It’s too tasteful for me. There is no seam in it.

It will be like the day when we’re told Martha Stewart’s found the AIDS cure.

The dog-of-the-day: the Golden or the English-bred Lab, the German Draathaar or the Italian Spinetti; the Range Rover or ‘60s Ford pickup; the Yoji jacket, the quarter-sawn oak, the yellow Formica breakfast table and chairs in the kitchen which (e pi se muove) could have been at my aunt’s house. And as I write, it occurs to me, as it occurs to you, the rejoinder of the bloke discovered at the whorehouse: “You couldn’t have seen me if you weren’t there yourself.” And, of course, I was, and looked on the pottery and the car, and the jacket and the dog with longing born of a desire for the End of Strife. Yes, you might say, here is a fellow we have caught in the whorehouse.

He has too much time on his hands and is envying the neighbor’s bric-a-brac and trying to denominate its outraged aestheticism.

What a sell!

*

So I reveal myself. I do it for a living, and perhaps it is the most elastic application of chaos theory to blame CAA for the unpalatable increase in the price of McCoy pottery, but, in the words of Marlene Dietrich, “Caaaahhhhn’t help it.”

Finally, Hollywood is, of course, a Company Town.

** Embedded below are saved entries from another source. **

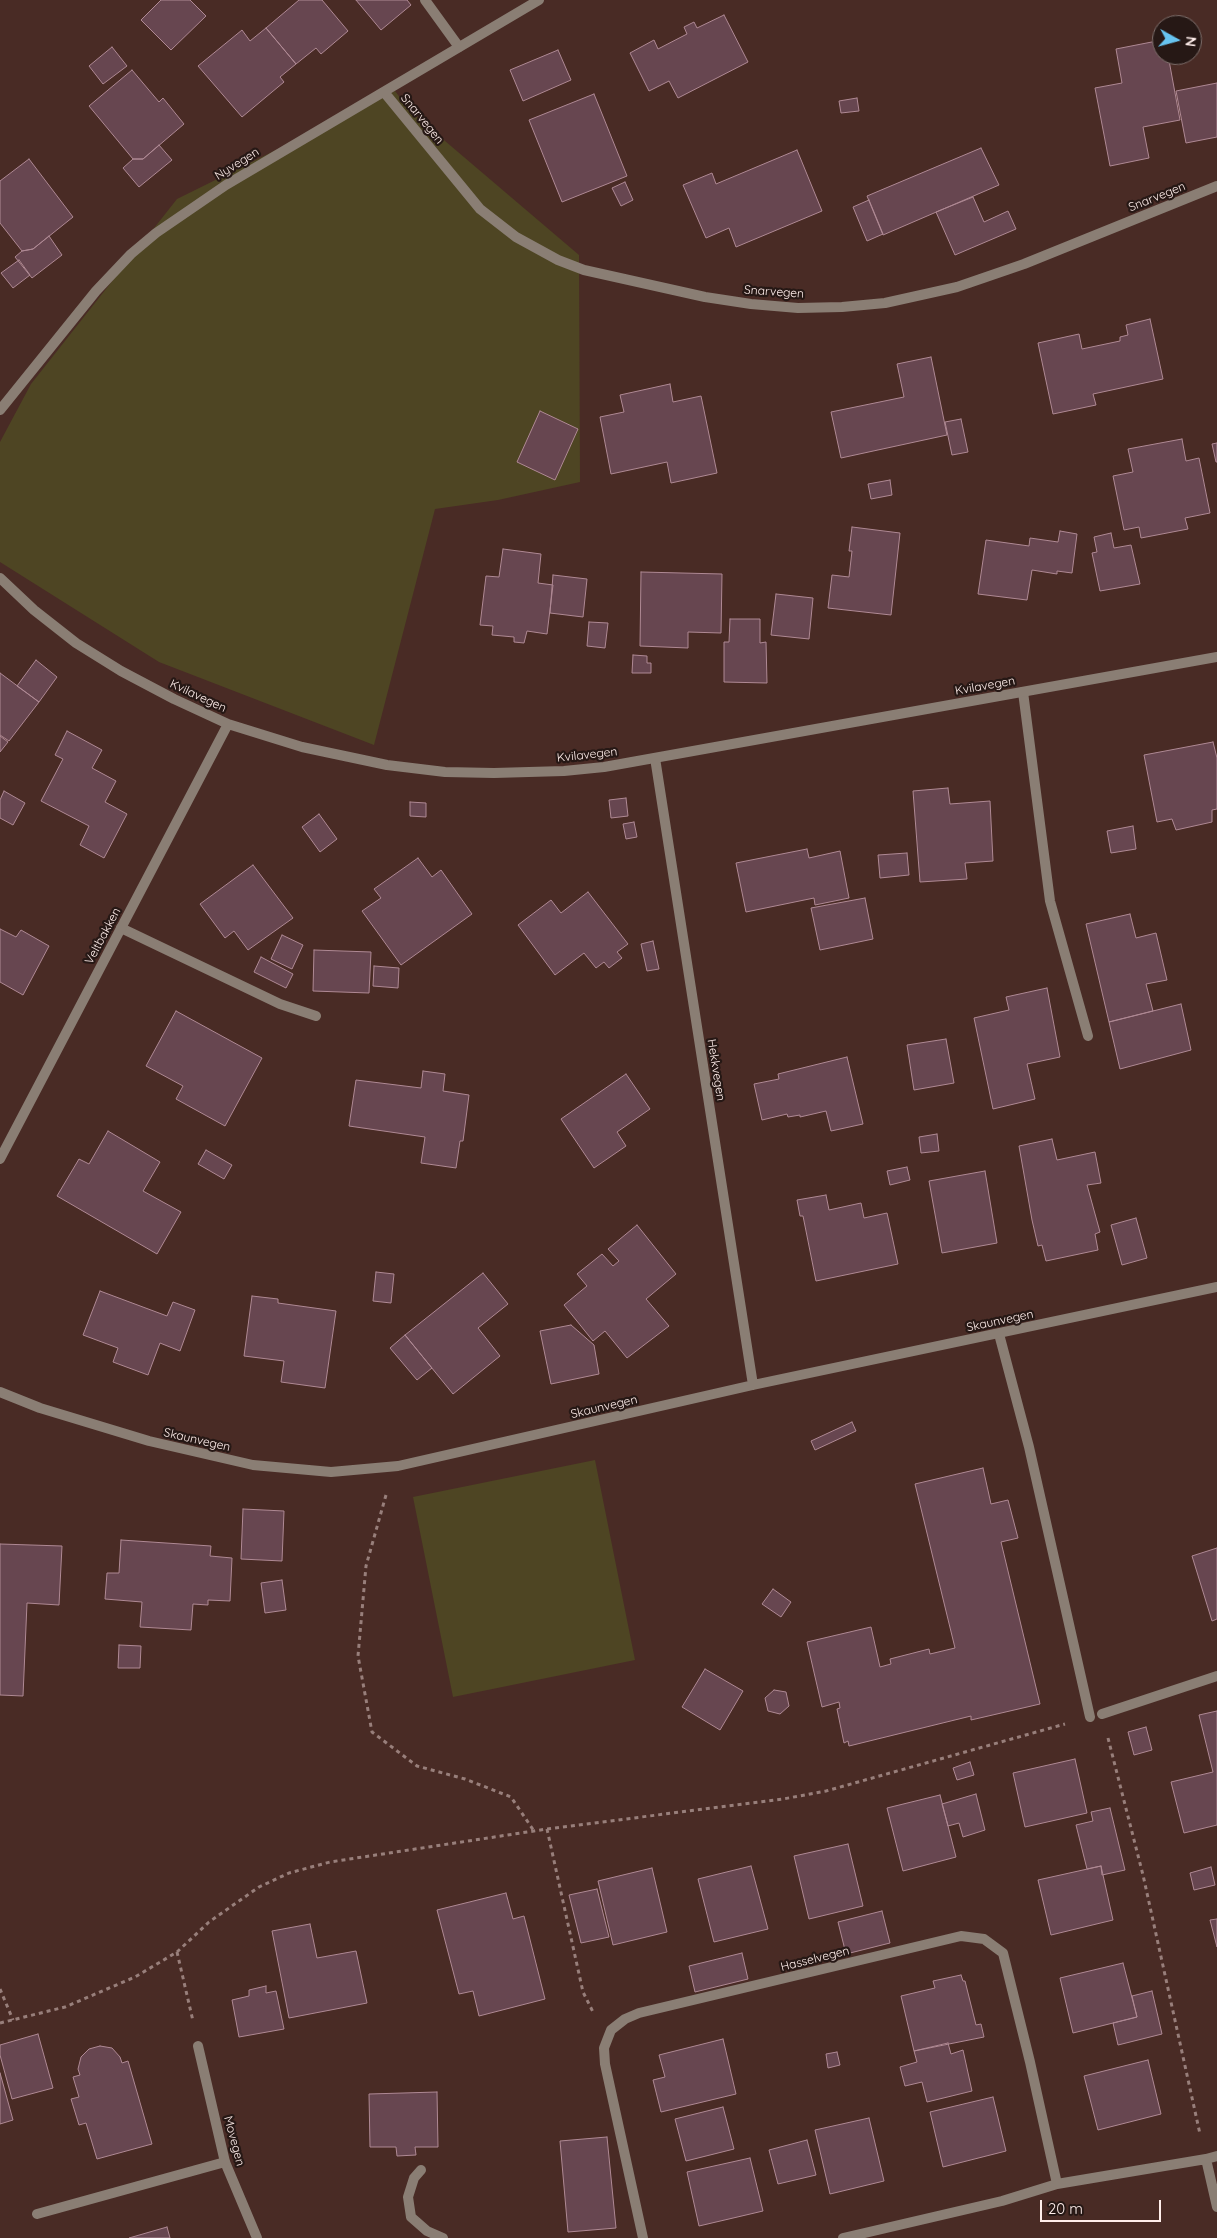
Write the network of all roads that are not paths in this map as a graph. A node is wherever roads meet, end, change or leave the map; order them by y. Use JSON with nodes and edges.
{"nodes":[{"id":1,"x":425,"y":0,"type":"edge"},
{"id":2,"x":538,"y":0,"type":"edge"},
{"id":3,"x":459,"y":47,"type":"junction"},
{"id":4,"x":384,"y":92,"type":"junction"},
{"id":5,"x":1217,"y":186,"type":"edge"},
{"id":6,"x":0,"y":410,"type":"edge"},
{"id":7,"x":0,"y":578,"type":"edge"},
{"id":8,"x":1217,"y":657,"type":"edge"},
{"id":9,"x":1023,"y":692,"type":"junction"},
{"id":10,"x":228,"y":724,"type":"junction"},
{"id":11,"x":655,"y":758,"type":"junction"},
{"id":12,"x":121,"y":928,"type":"junction"},
{"id":13,"x":316,"y":1016,"type":"dead end"},
{"id":14,"x":1088,"y":1036,"type":"dead end"},
{"id":15,"x":0,"y":1159,"type":"edge"},
{"id":16,"x":1217,"y":1287,"type":"edge"},
{"id":17,"x":999,"y":1334,"type":"junction"},
{"id":18,"x":752,"y":1385,"type":"junction"},
{"id":19,"x":0,"y":1392,"type":"edge"},
{"id":20,"x":1217,"y":1676,"type":"edge"},
{"id":21,"x":1102,"y":1714,"type":"road end"},
{"id":22,"x":1090,"y":1717,"type":"road end"},
{"id":23,"x":198,"y":2046,"type":"road end"},
{"id":24,"x":1217,"y":2156,"type":"edge"},
{"id":25,"x":1206,"y":2159,"type":"junction"},
{"id":26,"x":225,"y":2162,"type":"junction"},
{"id":27,"x":421,"y":2170,"type":"dead end"},
{"id":28,"x":1057,"y":2184,"type":"junction"},
{"id":29,"x":1217,"y":2207,"type":"edge"},
{"id":30,"x":37,"y":2214,"type":"dead end"},
{"id":31,"x":257,"y":2238,"type":"edge"},
{"id":32,"x":443,"y":2238,"type":"edge"},
{"id":33,"x":644,"y":2238,"type":"edge"},
{"id":34,"x":843,"y":2238,"type":"edge"}],
"edges":[{"from":1,"to":3,"type":"street"},
{"from":2,"to":3,"type":"street","name":"Nyvegen"},
{"from":3,"to":4,"type":"street","name":"Nyvegen"},
{"from":4,"to":5,"type":"street","name":"Snarvegen"},
{"from":4,"to":6,"type":"street","name":"Nyvegen"},
{"from":7,"to":10,"type":"street","name":"Kvilavegen"},
{"from":8,"to":9,"type":"street","name":"Kvilavegen"},
{"from":9,"to":11,"type":"street","name":"Kvilavegen"},
{"from":9,"to":14,"type":"street"},
{"from":10,"to":11,"type":"street","name":"Kvilavegen"},
{"from":10,"to":12,"type":"street","name":"Veltbakken"},
{"from":11,"to":18,"type":"street","name":"Hekkvegen"},
{"from":12,"to":13,"type":"street"},
{"from":12,"to":15,"type":"street","name":"Veltbakken"},
{"from":16,"to":17,"type":"street","name":"Skaunvegen"},
{"from":17,"to":18,"type":"street","name":"Skaunvegen"},
{"from":17,"to":22,"type":"street"},
{"from":18,"to":19,"type":"street","name":"Skaunvegen"},
{"from":20,"to":21,"type":"street"},
{"from":23,"to":26,"type":"street","name":"Movegen"},
{"from":24,"to":25,"type":"street"},
{"from":25,"to":28,"type":"street"},
{"from":25,"to":29,"type":"street"},
{"from":26,"to":30,"type":"street"},
{"from":26,"to":31,"type":"street","name":"Movegen"},
{"from":27,"to":32,"type":"street"},
{"from":28,"to":33,"type":"street","name":"Hasselvegen"},
{"from":28,"to":34,"type":"street"}]}
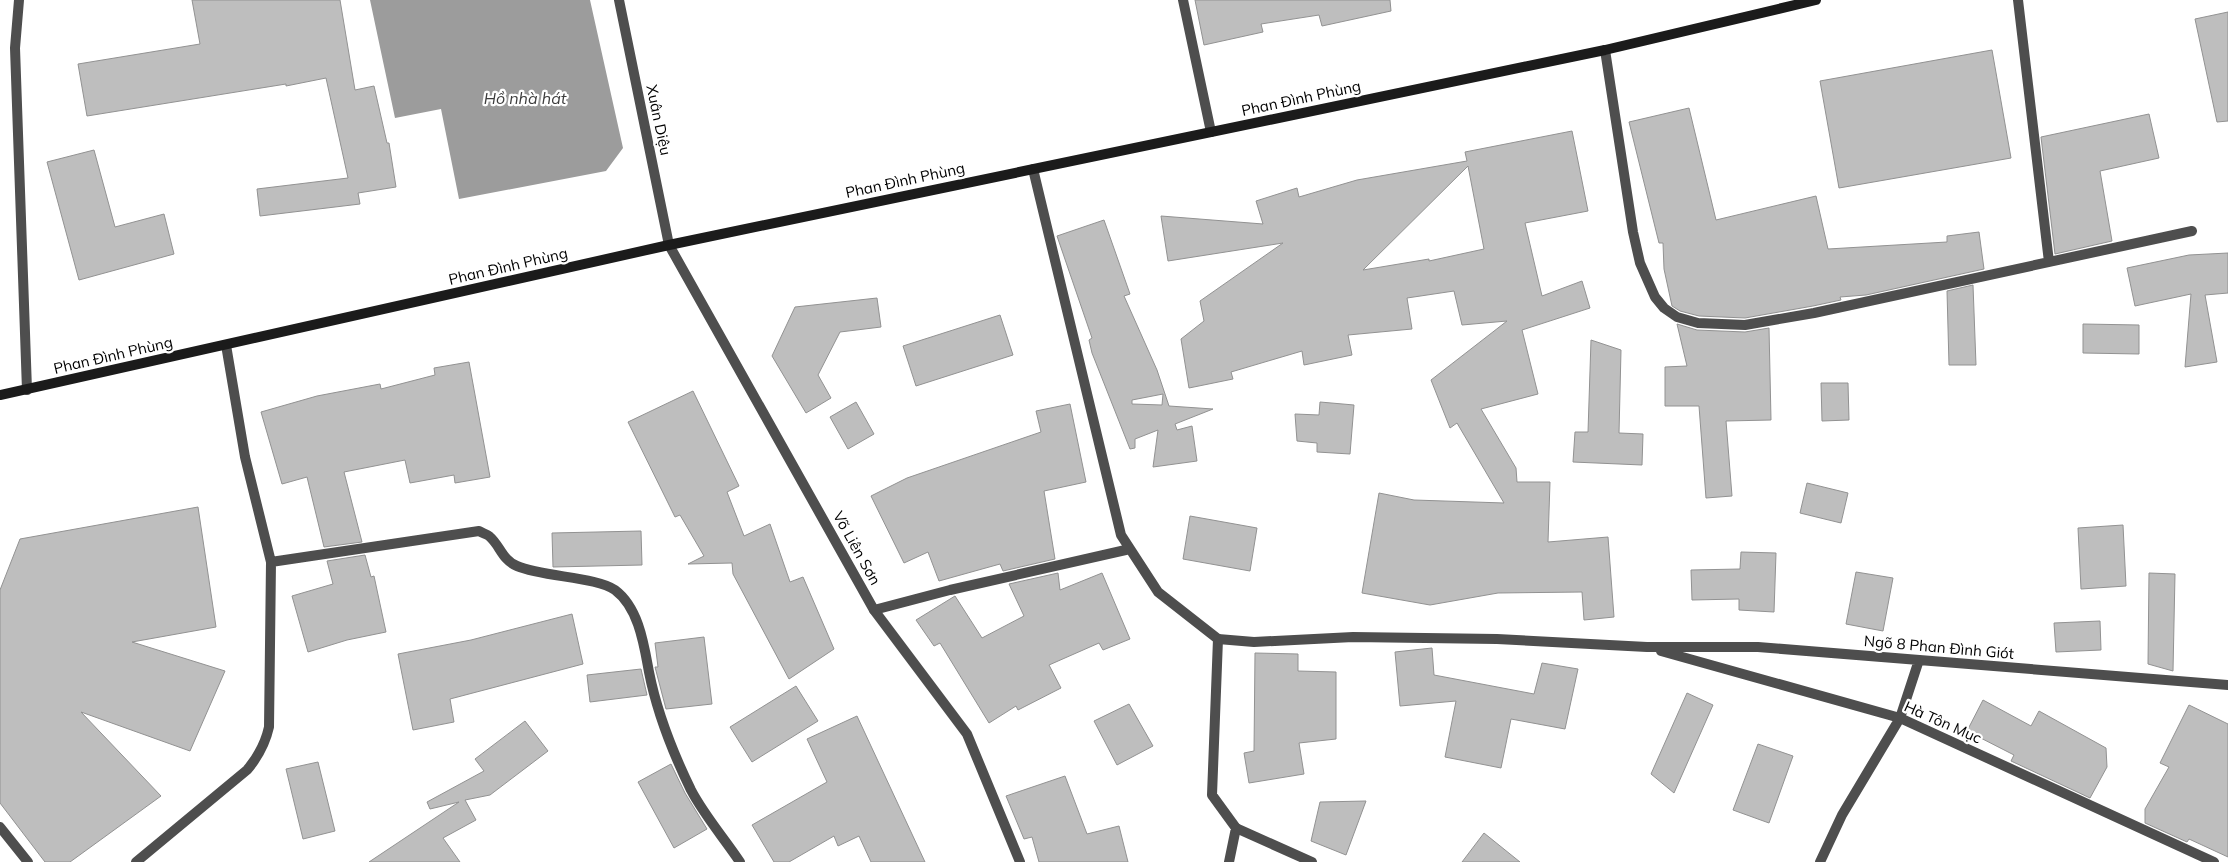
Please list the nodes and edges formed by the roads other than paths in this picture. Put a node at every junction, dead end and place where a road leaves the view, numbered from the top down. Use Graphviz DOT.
graph roads {
  1 [pos="19,0"];
  2 [pos="619,0"];
  3 [pos="1183,0"];
  4 [pos="1816,0"];
  5 [pos="2018,0"];
  6 [pos="1605,50"];
  7 [pos="1211,132"];
  8 [pos="1033,169"];
  9 [pos="2192,231"];
  10 [pos="669,245"];
  11 [pos="2049,262"];
  12 [pos="226,345"];
  13 [pos="27,390"];
  14 [pos="0,395"];
  15 [pos="1130,549"];
  16 [pos="270,562"];
  17 [pos="874,610"];
  18 [pos="1218,639"];
  19 [pos="1647,647"];
  20 [pos="1919,660"];
  21 [pos="2228,685"];
  22 [pos="1900,718"];
  23 [pos="0,827"];
  24 [pos="1236,828"];
  25 [pos="28,862"];
  26 [pos="136,862"];
  27 [pos="740,862"];
  28 [pos="1020,862"];
  29 [pos="1230,862"];
  30 [pos="1312,862"];
  31 [pos="1820,862"];
  32 [pos="2214,862"];
  1 -- 13 [label="street"];
  2 -- 10 [label="street, Xuân Diệu"];
  3 -- 7 [label="street"];
  4 -- 6 [label="main road, Phan Đình Phùng"];
  5 -- 11 [label="street"];
  6 -- 7 [label="main road, Phan Đình Phùng"];
  6 -- 11 [label="street"];
  7 -- 8 [label="main road, Phan Đình Phùng"];
  8 -- 10 [label="main road, Phan Đình Phùng"];
  8 -- 15 [label="street"];
  9 -- 11 [label="street"];
  10 -- 12 [label="main road, Phan Đình Phùng"];
  10 -- 17 [label="street, Võ Liên Sơn"];
  12 -- 13 [label="main road, Phan Đình Phùng"];
  12 -- 16 [label="street"];
  13 -- 14 [label="main road, Phan Đình Phùng"];
  15 -- 17 [label="street"];
  15 -- 18 [label="street"];
  16 -- 26 [label="street"];
  16 -- 27 [label="street"];
  17 -- 28 [label="street, Võ Liên Sơn"];
  18 -- 19 [label="street"];
  18 -- 24 [label="street"];
  19 -- 20 [label="street, Ngõ 8 Phan Đình Giót"];
  19 -- 22 [label="street, Hà Tôn Mục"];
  20 -- 21 [label="street, Ngõ 8 Phan Đình Giót"];
  20 -- 22 [label="street"];
  22 -- 31 [label="street"];
  22 -- 32 [label="street, Hà Tôn Mục"];
  23 -- 25 [label="street"];
  24 -- 29 [label="street"];
  24 -- 30 [label="street"];
}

And any company town is designed like a boat--except we find the ballast at the top. And so we may say the beacon blanket, the attendant Grenfell rug, the fugitive-green quilt, the Traulsen fridge, the early Mennonite Pine Tables of Santa Monica are the anomalous equivalent of the fabled white plastic belt and glass drinks-cart of Grosse Pointe, Mich.--that’s just the way it is, that’s just the way These People Live, and, when they die, they’ll probably, things being what they are, go straight to heaven, and it will be the lounge of the Admiral’s Club, and they’ll like that just fine, too.